• Optimize speed 8086 instruction "rep movsb" and "rep stosb"

    From Phu Tran Hoang@21:1/5 to All on Thu Jul 21 22:19:55 2022
    ;Replace "rep movsb" by the following code
    test di,1 ; alaign by word
    jz $+4
    movsb
    dec cx

    shr cx,1
    rep movsw
    jnc $+3
    movsb



    ;Replace "rep stosb" by the following code
    mov ah, al
    test di,1 ; alaign by word
    jz $+4
    stosb
    dec cx

    shr cx,1
    rep stosw
    jnc $+3
    stosb

    --- SoupGate-Win32 v1.05
    * Origin: fsxNet Usenet Gateway (21:1/5)
  • From wolfgang kern@21:1/5 to Phu Tran Hoang on Fri Jul 22 15:37:33 2022
    On 22/07/2022 07:19, Phu Tran Hoang wrote:
    ;Replace "rep movsb" by the following code
    test di,1 ; alaign by word
    jz $+4
    movsb
    dec cx

    shr cx,1
    rep movsw
    jnc $+3
    movsb



    ;Replace "rep stosb" by the following code
    mov ah, al
    test di,1 ; alaign by word
    jz $+4
    stosb
    dec cx

    shr cx,1
    rep stosw
    jnc $+3
    stosb

    [jnc+1 ? stosb/stosw are only one byte code "AA/AB"]

    Yes, pre- and post-aligning string operations are
    the main speed-gain in my OS. It works with 32-bit
    reduction/extension for any odd start and size.

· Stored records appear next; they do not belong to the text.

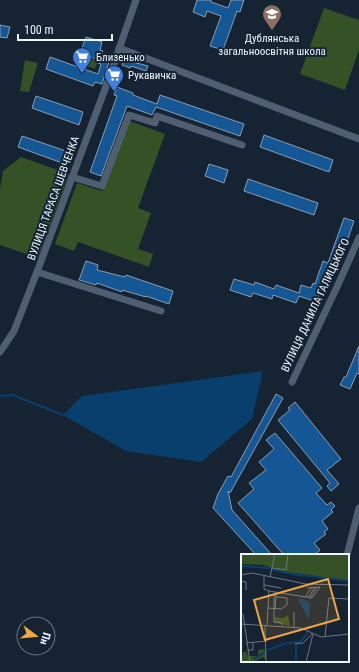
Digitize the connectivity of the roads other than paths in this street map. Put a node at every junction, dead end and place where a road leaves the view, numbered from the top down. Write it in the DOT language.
graph roads {
  1 [pos="136,0"];
  2 [pos="119,48"];
  3 [pos="359,139"];
  4 [pos="242,145"];
  5 [pos="72,178"];
  6 [pos="359,238"];
  7 [pos="37,272"];
  8 [pos="161,311"];
  9 [pos="0,352"];
  10 [pos="292,382"];
  11 [pos="359,508"];
  12 [pos="347,554"];
  1 -- 2 [label="street, ВУЛИЦЯ ТАРАСА ШЕВЧЕНКА"];
  2 -- 3 [label="street"];
  2 -- 5 [label="street, ВУЛИЦЯ ТАРАСА ШЕВЧЕНКА"];
  4 -- 5 [label="street"];
  5 -- 7 [label="street, ВУЛИЦЯ ТАРАСА ШЕВЧЕНКА"];
  6 -- 10 [label="street, ВУЛИЦЯ ДАНИЛА ГАЛИЦЬКОГО"];
  7 -- 8 [label="street"];
  7 -- 9 [label="street, ВУЛИЦЯ ТАРАСА ШЕВЧЕНКА"];
  11 -- 12 [label="street"];
}
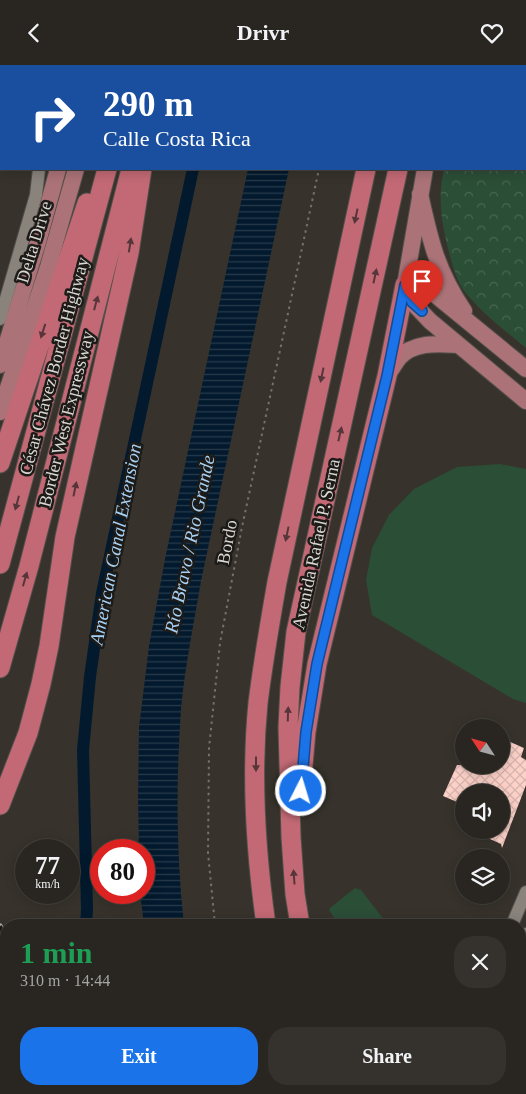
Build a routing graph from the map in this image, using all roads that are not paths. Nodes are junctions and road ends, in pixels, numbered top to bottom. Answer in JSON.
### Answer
{"nodes":[{"id":1,"x":39,"y":170,"type":"edge"},
{"id":2,"x":58,"y":170,"type":"edge"},
{"id":3,"x":76,"y":170,"type":"edge"},
{"id":4,"x":98,"y":170,"type":"edge"},
{"id":5,"x":107,"y":170,"type":"edge"},
{"id":6,"x":131,"y":170,"type":"edge"},
{"id":7,"x":142,"y":170,"type":"edge"},
{"id":8,"x":366,"y":170,"type":"edge"},
{"id":9,"x":398,"y":170,"type":"edge"},
{"id":10,"x":425,"y":170,"type":"edge"},
{"id":11,"x":420,"y":194,"type":"junction"},
{"id":12,"x":405,"y":285,"type":"junction"},
{"id":13,"x":0,"y":319,"type":"edge"},
{"id":14,"x":475,"y":327,"type":"junction"},
{"id":15,"x":459,"y":345,"type":"junction"},
{"id":16,"x":0,"y":365,"type":"edge"},
{"id":17,"x":526,"y":369,"type":"edge"},
{"id":18,"x":387,"y":376,"type":"junction"},
{"id":19,"x":526,"y":401,"type":"edge"},
{"id":20,"x":0,"y":412,"type":"edge"},
{"id":21,"x":0,"y":463,"type":"edge"},
{"id":22,"x":0,"y":564,"type":"edge"},
{"id":23,"x":0,"y":668,"type":"edge"},
{"id":24,"x":0,"y":805,"type":"edge"},
{"id":25,"x":292,"y":837,"type":"junction"},
{"id":26,"x":526,"y":892,"type":"edge"},
{"id":27,"x":265,"y":919,"type":"edge"},
{"id":28,"x":299,"y":919,"type":"edge"},
{"id":29,"x":515,"y":919,"type":"edge"}],
"edges":[{"from":1,"to":13,"type":"street"},
{"from":2,"to":16,"type":"main road","name":"Delta Drive"},
{"from":3,"to":20,"type":"main road","name":"Delta Drive"},
{"from":4,"to":21,"type":"highway","one_way":true},
{"from":5,"to":22,"type":"highway","name":"César Chávez Border Highway","one_way":true},
{"from":23,"to":6,"type":"highway","name":"Border West Expressway","one_way":true},
{"from":24,"to":7,"type":"highway","one_way":true},
{"from":8,"to":27,"type":"highway","name":"Avenida Rafael P. Serna","one_way":true},
{"from":25,"to":9,"type":"highway","name":"Avenida Rafael P. Serna","one_way":true},
{"from":10,"to":11,"type":"main road"},
{"from":11,"to":12,"type":"main road"},
{"from":11,"to":14,"type":"main road"},
{"from":12,"to":14,"type":"main road"},
{"from":12,"to":15,"type":"main road"},
{"from":12,"to":18,"type":"highway"},
{"from":14,"to":17,"type":"main road"},
{"from":15,"to":18,"type":"main road"},
{"from":15,"to":19,"type":"main road"},
{"from":18,"to":25,"type":"highway"},
{"from":28,"to":25,"type":"highway","name":"Avenida Rafael P. Serna","one_way":true},
{"from":26,"to":29,"type":"street"}]}
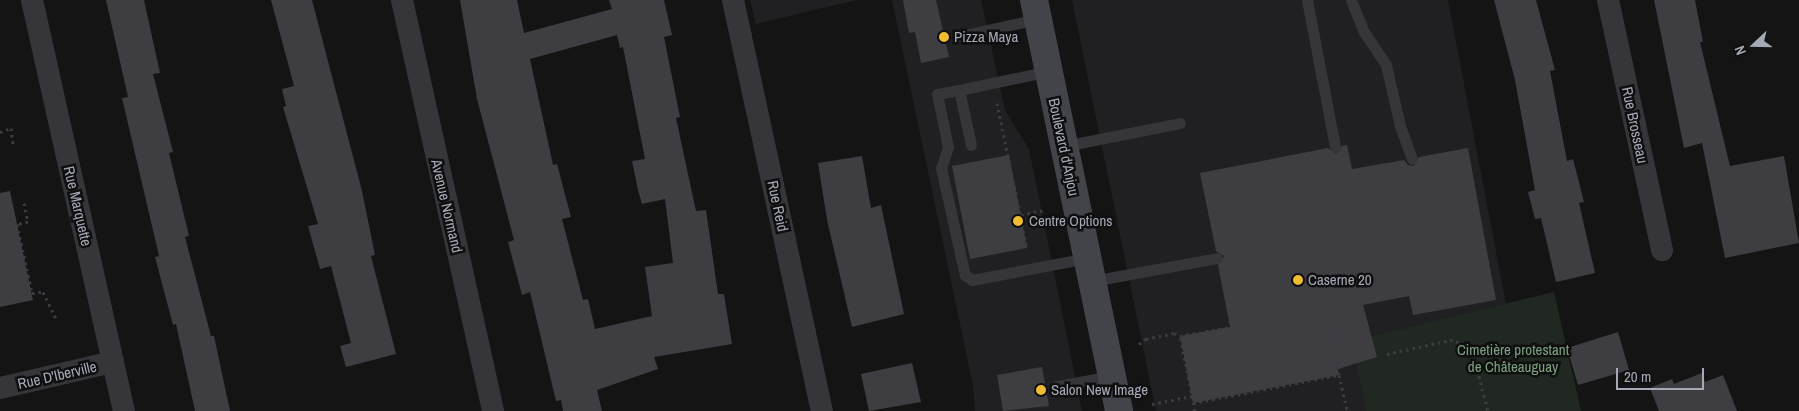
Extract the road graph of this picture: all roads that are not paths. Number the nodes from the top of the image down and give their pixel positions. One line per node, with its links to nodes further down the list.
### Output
1 (32, 0): 19 (street, Rue Marquette)
2 (402, 0): 24 (street, Avenue Normand)
3 (733, 0): 25 (street, Rue Reid)
4 (1306, 0): 14 (lane)
5 (1350, 0): 15 (lane)
6 (1608, 0): 16 (street, Rue Brosseau)
7 (1036, 10): 8 (lane); 9 (street, Boulevard d'Anjou)
8 (960, 36)
9 (1048, 71): 10 (lane); 13 (street, Boulevard d'Anjou)
10 (959, 90): 12 (lane); 18 (lane)
11 (1180, 123): 13 (lane)
12 (971, 145)
13 (1064, 146): 18 (street, Boulevard d'Anjou)
14 (1335, 147)
15 (1412, 158)
16 (1662, 250)
17 (1217, 258): 18 (lane)
18 (1090, 269): 20 (street, Boulevard d'Anjou)
19 (113, 362): 22 (street, Rue D'Iberville); 23 (street, Rue Marquette)
20 (1112, 376): 21 (lane); 26 (street, Boulevard d'Anjou)
21 (1057, 386)
22 (0, 388)
23 (124, 411)
24 (493, 411)
25 (822, 411)
26 (1119, 411)

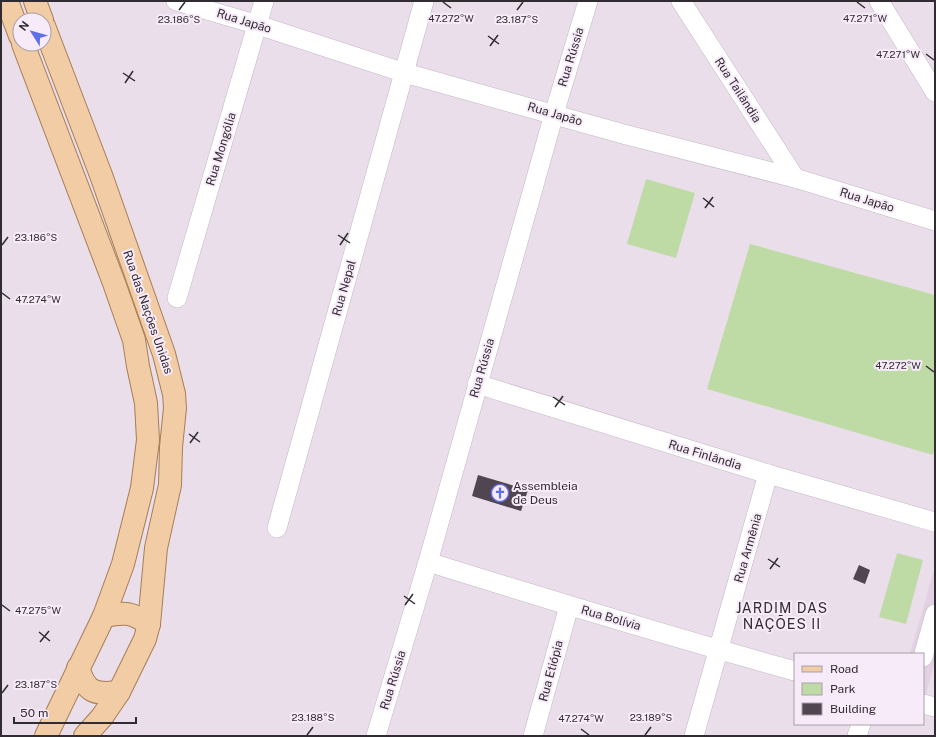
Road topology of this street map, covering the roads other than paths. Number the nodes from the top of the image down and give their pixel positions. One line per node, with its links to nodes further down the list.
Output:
1 (7, 1): 10 (main road)
2 (35, 1): 9 (main road)
3 (176, 1): 11 (street, Rua Japão)
4 (264, 1): 11 (street, Rua Mongólia)
5 (424, 1): 14 (street, Rua Nepal)
6 (588, 1): 16 (street, Rua Rússia)
7 (682, 1): 17 (street, Rua Tailândia)
8 (879, 1): 15 (street)
9 (39, 12)
10 (12, 14)
11 (258, 25): 14 (street, Rua Japão); 19 (street, Rua Mongólia)
12 (52, 47): 28 (main road, Rua das Nações Unidas)
13 (26, 52): 27 (main road, Rua das Nações Unidas)
14 (405, 73): 16 (street, Rua Japão); 23 (street, Rua Nepal)
15 (935, 92)
16 (554, 114): 17 (street, Rua Japão); 20 (street, Rua Rússia)
17 (795, 178): 18 (street, Rua Japão)
18 (935, 221)
19 (177, 298)
20 (477, 384): 21 (street, Rua Finlândia); 24 (street, Rua Rússia)
21 (768, 474): 22 (street, Rua Finlândia); 29 (street, Rua Armênia)
22 (935, 522)
23 (277, 528)
24 (428, 562): 25 (street, Rua Bolívia); 39 (street, Rua Rússia)
25 (569, 606): 29 (street, Rua Bolívia); 40 (street, Rua Etiópia)
26 (935, 614): 30 (street)
27 (104, 616): 28 (main road); 31 (main road, Rua das Nações Unidas)
28 (149, 624): 33 (main road, Rua das Nações Unidas)
29 (720, 650): 32 (street, Rua Bolívia); 41 (street, Rua Armênia)
30 (924, 653)
31 (78, 668): 33 (main road); 37 (main road, Rua das Nações Unidas)
32 (794, 671)
33 (119, 692): 38 (main road, Rua das Nações Unidas)
34 (924, 704): 35 (street)
35 (935, 707)
36 (861, 725): 42 (street)
37 (46, 736)
38 (85, 736)
39 (376, 736)
40 (533, 736)
41 (694, 736)
42 (857, 736)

    But I also align source or destination to quad bounds.

    TEST esi,3
    JZ isAligned
    ... ;adjust for an aligned loop start here
    isAligned:
    SHR ecx,1 ;no action at all if ecx=0
    JNC +1
    LODSB
    SHR ecx,1
    JNC +2 ; +2 for use32
    LODSW ; because prefix required here
    REP LODSD ;falls through if ECX=Zero

    and with similar dummy reads up front and at end it
    can part-read disk sectors at any offset and size.
    __
    wolfgang

    --- SoupGate-Win32 v1.05
    * Origin: fsxNet Usenet Gateway (21:1/5)